C.japonica 'Apollo' and George Tindale Memorial Gardens

C.japonica ‘Apollo’ and George Tindale Memorial Gardens

Then it was back to the Quest and off to the Council Meeting and a Tapas Dinner.

Saturday – We departed again at 8:45 am for the National Rhododendron Gardens to see their camellia collections – not a lot out but those that were showed their beauty and maturity. A lot had been pruned very hard down low, and it was evident from mature ones that they had also been pruned this way at some time. I remember seeing them done this way in Cornwall UK. On the plus side we were able to collect some nice pieces of camellia wood for Des to continue his wood turning.

National Rhododendron Gardens, Olinda & C.japonica 'Owen Henry'

National Rhododendron Gardens, Olinda & C.japonica ‘Owen Henry’

C.japonica 'Hakuhan Kajakhu' at National Rhododendron Garden

C.japonica ‘Hakuhan Kajaku’ at National Rhododendron Garden

We then had a surprise visit to Cloudehill Garden and Nursery where we saw wonderful specimens of Japanese Maples, Beech trees with bluebell beneath and some amazing hellebores.
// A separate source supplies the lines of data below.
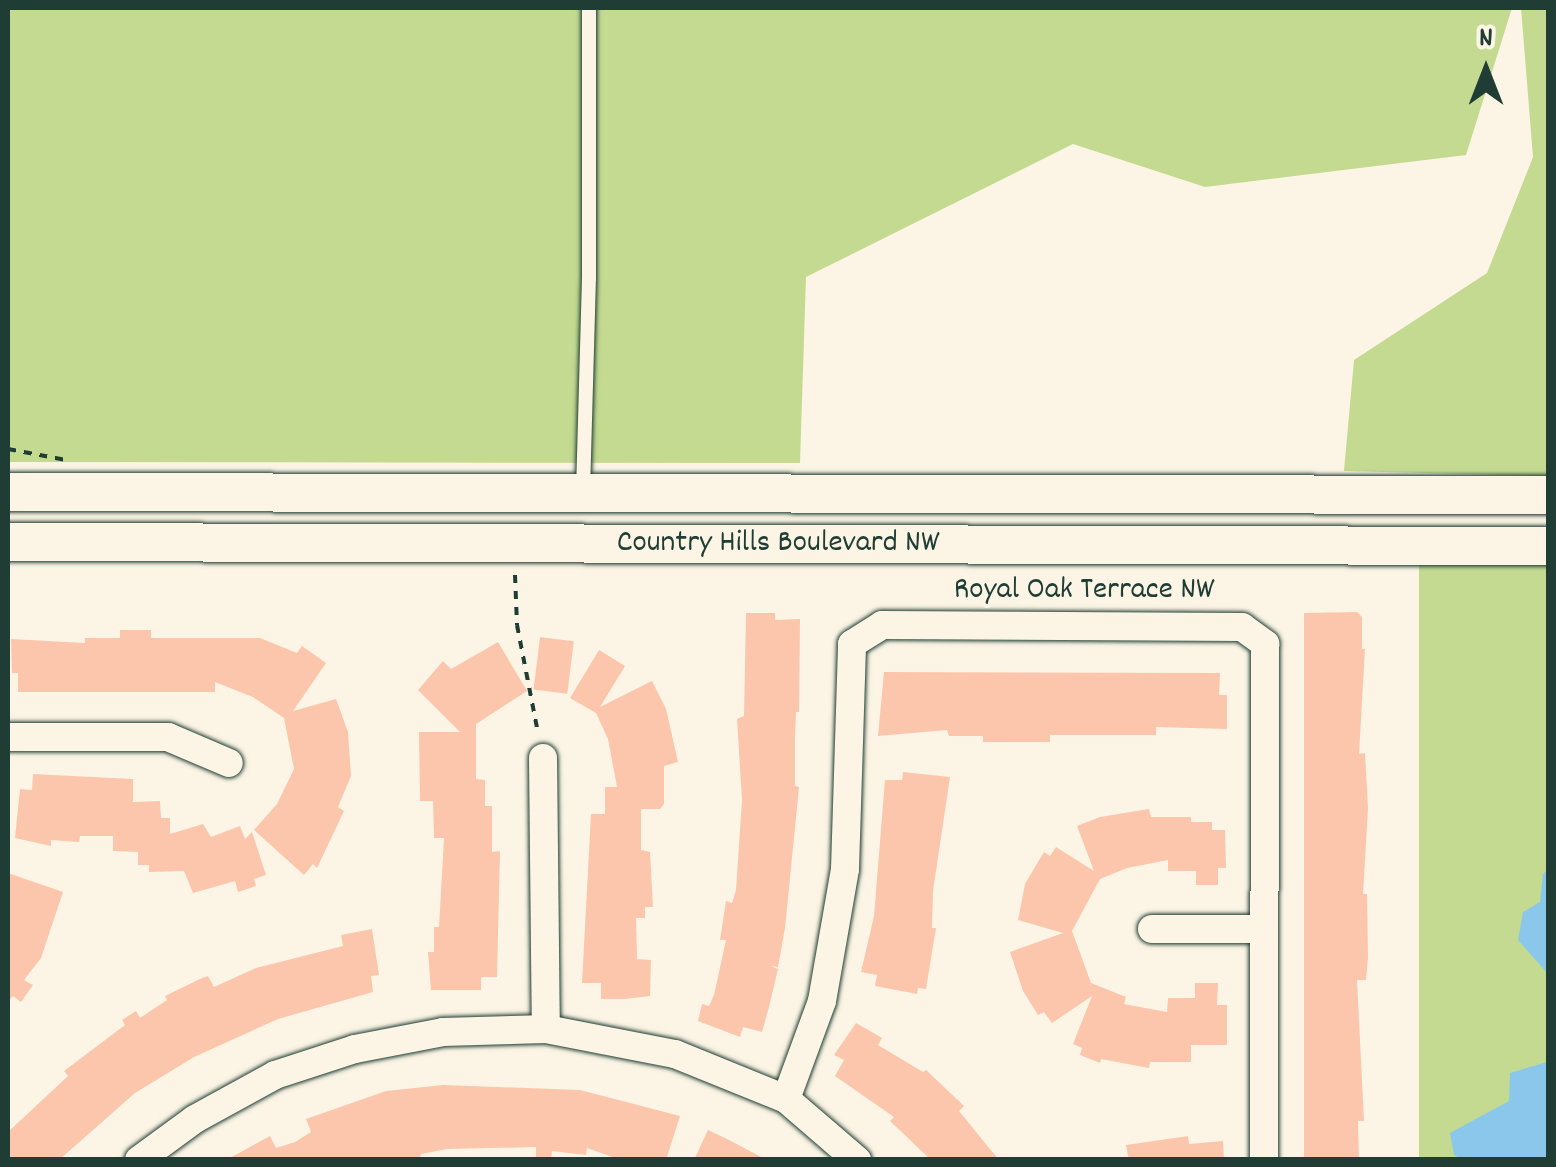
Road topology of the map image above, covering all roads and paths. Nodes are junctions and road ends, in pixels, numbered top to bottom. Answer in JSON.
{"nodes":[{"id":1,"x":589,"y":8,"type":"edge"},
{"id":2,"x":8,"y":450,"type":"edge"},
{"id":3,"x":47,"y":458,"type":"dead end"},
{"id":4,"x":8,"y":464,"type":"edge"},
{"id":5,"x":8,"y":492,"type":"edge"},
{"id":6,"x":78,"y":492,"type":"junction"},
{"id":7,"x":582,"y":492,"type":"junction"},
{"id":8,"x":1548,"y":495,"type":"edge"},
{"id":9,"x":8,"y":542,"type":"edge"},
{"id":10,"x":1548,"y":546,"type":"edge"},
{"id":11,"x":515,"y":574,"type":"dead end"},
{"id":12,"x":8,"y":737,"type":"edge"},
{"id":13,"x":543,"y":758,"type":"joint"},
{"id":14,"x":229,"y":764,"type":"dead end"},
{"id":15,"x":1263,"y":929,"type":"junction"},
{"id":16,"x":1152,"y":930,"type":"dead end"},
{"id":17,"x":546,"y":1029,"type":"junction"},
{"id":18,"x":786,"y":1100,"type":"junction"},
{"id":19,"x":139,"y":1160,"type":"edge"},
{"id":20,"x":857,"y":1160,"type":"edge"},
{"id":21,"x":1264,"y":1160,"type":"edge"}],
"edges":[{"from":1,"to":7,"type":"lane"},
{"from":2,"to":3,"type":"path"},
{"from":4,"to":6,"type":"main road"},
{"from":5,"to":6,"type":"main road","name":"Country Hills Boulevard NW"},
{"from":6,"to":7,"type":"main road","name":"Country Hills Boulevard NW"},
{"from":7,"to":8,"type":"main road","name":"Country Hills Boulevard NW"},
{"from":9,"to":10,"type":"main road","name":"Country Hills Boulevard NW"},
{"from":11,"to":13,"type":"path"},
{"from":12,"to":14,"type":"street"},
{"from":13,"to":17,"type":"street"},
{"from":15,"to":16,"type":"street"},
{"from":15,"to":18,"type":"street","name":"Royal Oak Terrace NW"},
{"from":15,"to":21,"type":"street","name":"Royal Oak Terrace NW"},
{"from":17,"to":18,"type":"street"},
{"from":17,"to":19,"type":"street"},
{"from":18,"to":20,"type":"street"}]}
Many purchases were made at this nursery.

Lunch was back at Grants on Sherbrooke for another delicious feast.

Then we set off to Ferny Creek Gardens for the Horticultural Society’s Spring Flower Show which included the National Camellia Show. Great plant stalls both outside and in, camellia sales were pumping as many found a plant of ‘Kitty Bawden’ for their collections. The Show was amazing, it had floral displays, cut flowers, bulbs, and a great Camellia Show. The gardens outside of about 10 acres are just wonderful to wander about, so much to see – the leucadendrons were at their peak – there were large crowds of people milling about and buses arriving all the time. A great day was had by all.
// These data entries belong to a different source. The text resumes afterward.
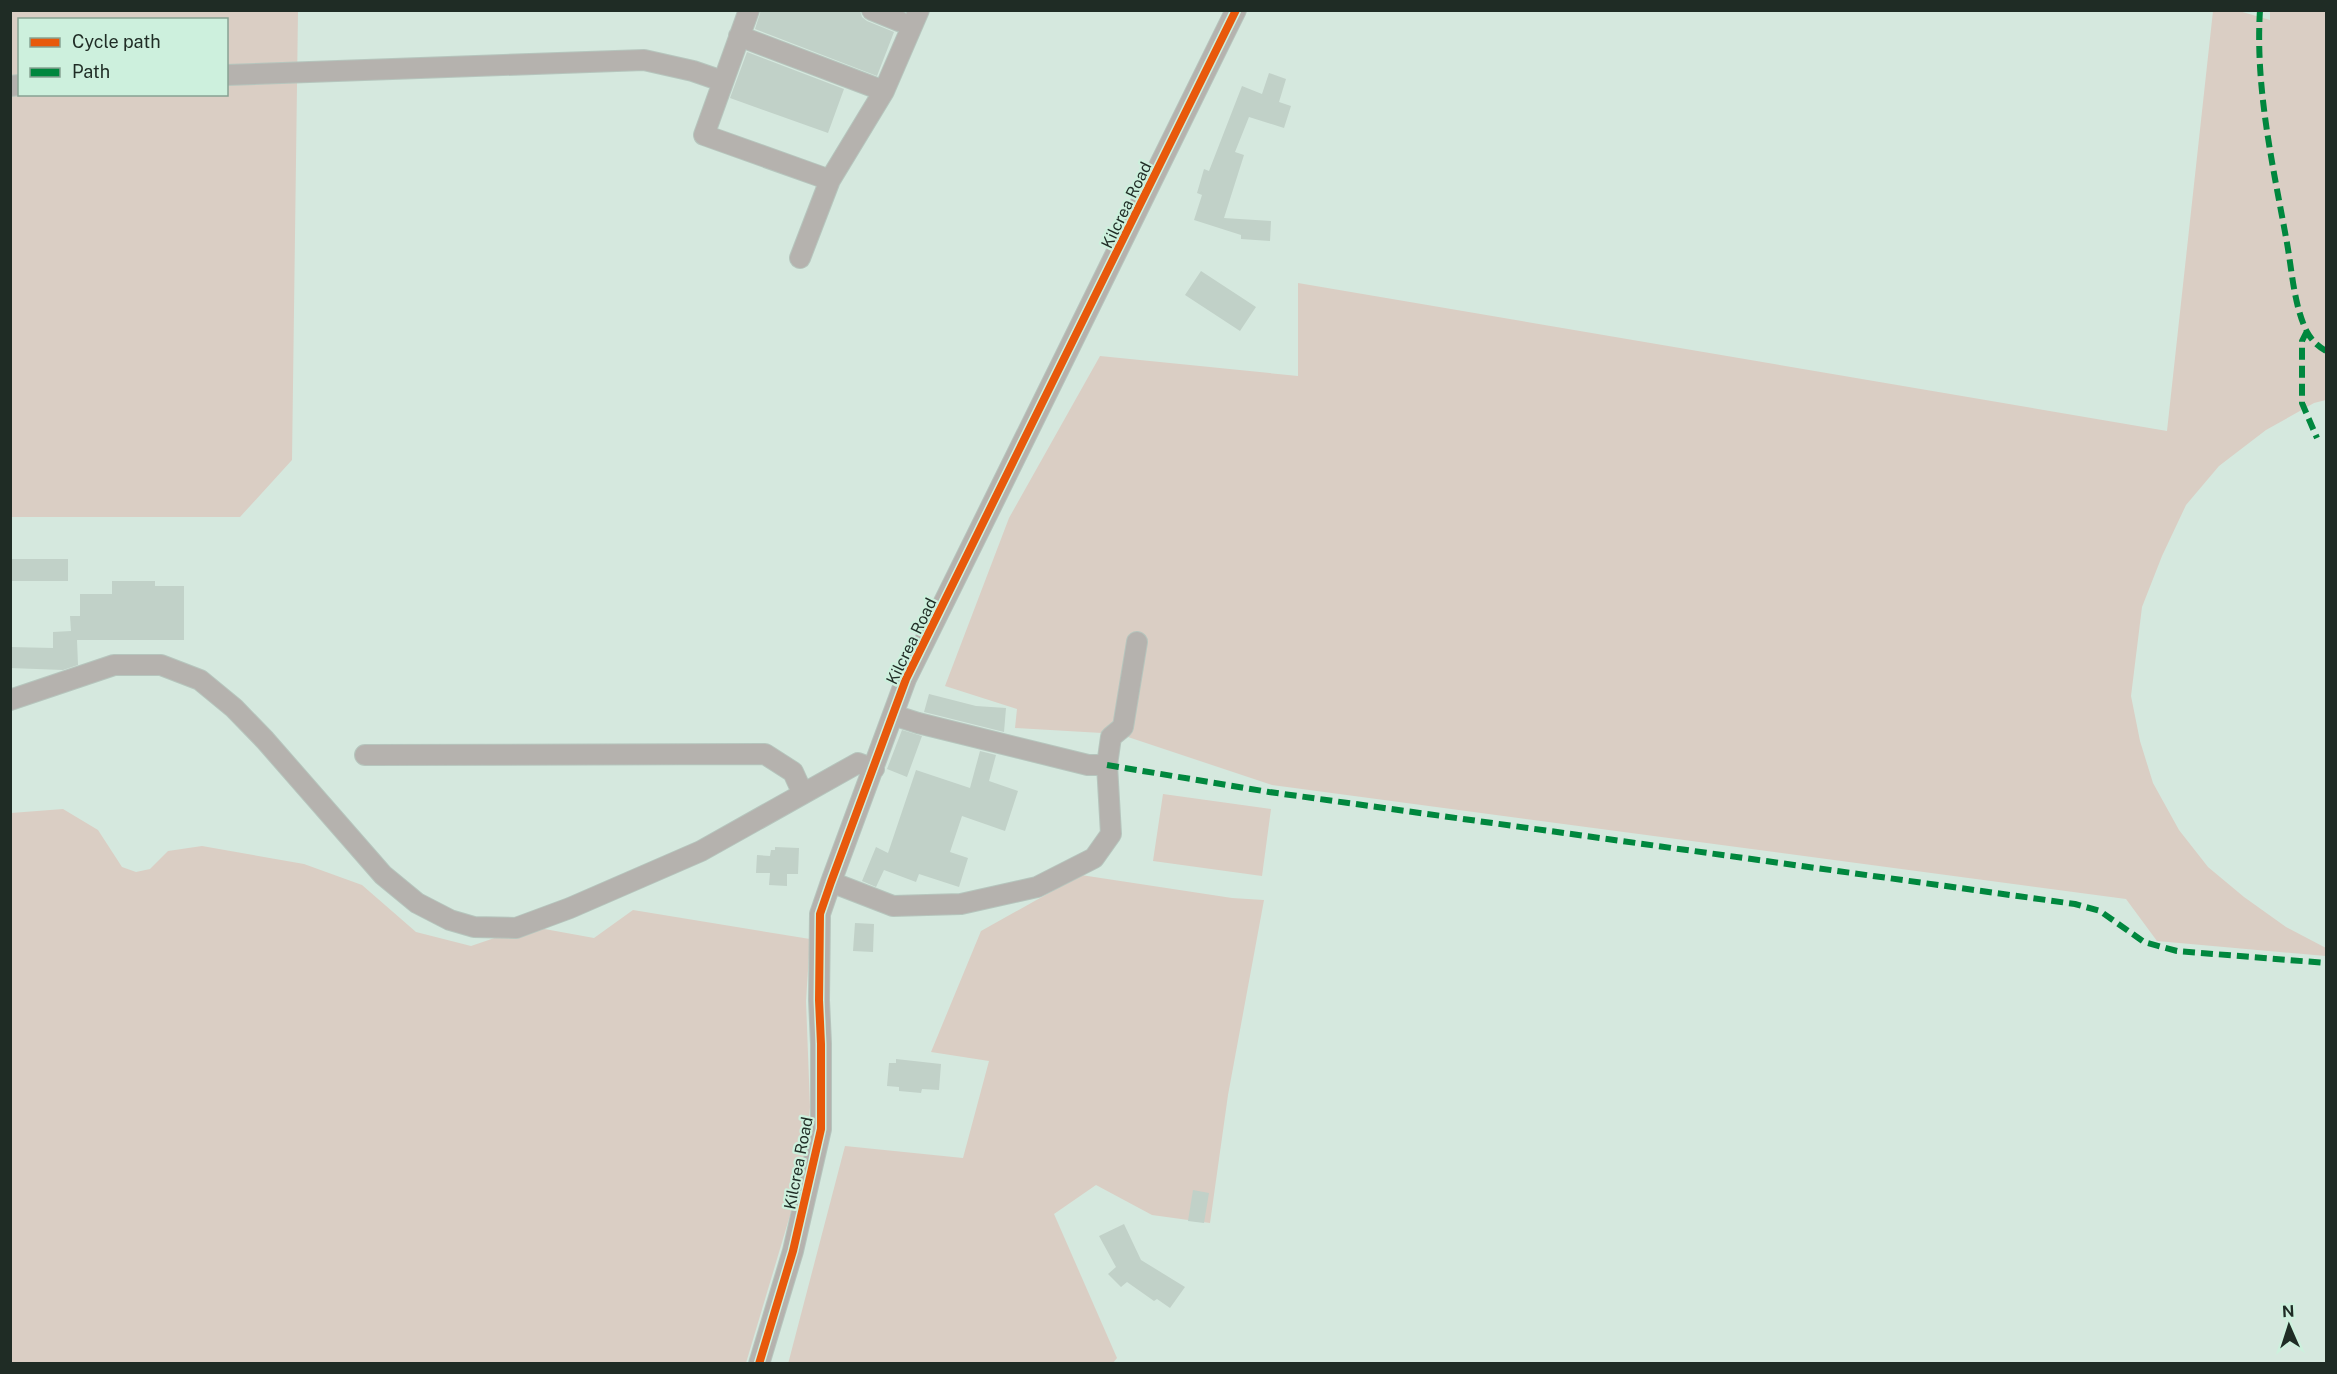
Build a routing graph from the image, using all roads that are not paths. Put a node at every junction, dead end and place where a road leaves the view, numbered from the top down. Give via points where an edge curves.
1 (749, 10) edge
2 (873, 10) edge
3 (919, 10) edge
4 (1236, 10) edge
5 (899, 21) dead end
6 (739, 36) junction
7 (228, 75) edge
8 (722, 81) junction
9 (884, 91) junction
10 (830, 180) junction
11 (800, 258) dead end
12 (1137, 642) dead end
13 (10, 700) edge
14 (893, 715) junction
15 (365, 755) dead end
16 (1107, 765) junction
17 (874, 769) junction
18 (803, 794) junction
19 (831, 882) junction
20 (759, 1364) edge

1 - 6 street
2 - 5 street
3 - 9 street
4 - 14 street, Kilcrea Road via 906,679
6 - 8 street
6 - 9 street
7 - 8 street via 644,60 693,70
8 - 10 street via 704,135
9 - 10 street
10 - 11 street
12 - 16 street via 1123,727 1111,737
13 - 18 street via 114,665 161,665 200,680 266,740 383,875 417,903 474,927 516,928 570,908 701,851
14 - 16 street via 1088,765
14 - 17 street, Kilcrea Road
15 - 18 street via 765,754 793,772
16 - 19 street via 1111,834 1094,858 1037,887 961,904 893,906
17 - 18 street via 858,763
17 - 19 street, Kilcrea Road
19 - 20 street, Kilcrea Road via 820,914 821,1129 793,1251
Banquet & Presentations to Colin Baird & Cassie Smith

Banquet & Presentations to Colin Baird & Cassie Smith

The Banquet Dinner was that night where presentations were made to the National Show prizewinners. Then we had a demonstration of Ikebana arrangements in the Sogetsu Style.

Ikebana Demonstration

Ikebana Demonstration

Sunday – The trip today was to Wandin to visit the late Edgar Sebire’s camellia collection. His son Russell showed us around the paddocks of camellias of all shapes, sizes and types all surrounding the old homestead. The seedlings were in full bloom – so beautiful – many bags of cuttings were taken by keen collectors. I do hope something can be done to preserve this collection and property.
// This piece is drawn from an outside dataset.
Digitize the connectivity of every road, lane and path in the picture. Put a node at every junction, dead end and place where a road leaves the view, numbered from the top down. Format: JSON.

Sebire's Paddocks of Camellias

Sebire’s Paddocks of Camellias

ContactSheet-0011ContactSheet-0012Then it was off to Mont de Lancey Home and Museum (1870), this was where Henry Sebire settled when he arrived in Australia in 1867. Lunch was served while we were given a talk about the history of the homestead and the Museum collection. This was most interesting, the gardens were very peaceful to sit in while looking at some very old camellias. The homestead is in good condition with informative displays. That night was the closing BBQ dinner with Andrew Raper giving a talk in his usual informative and humorous manner on the subject of “Motivisation – Action Meets Vision”. As always we were left with the desire to do more for the future of Camellias in Australia.

Mont de Lacey Homestead

Mont de Lancey Homestead and Museum

Congratulations to Jean Saltmarsh, Shirley Shallcross and all at Camellias Victoria for all your work in giving us another great Congress – it was a happy fun time for all, lots to see and learn, and of course great to catch up with old friends again.


Monday – time to head home, but first, some of us had the good fortune to go to the Melbourne Botanic Gardens to see the Heritage Camellia Collections with our guide Jenny. The gardens were beautiful, lots of people there, we had a nice lunch by the lake before leaving about 3 pm – what a great five days.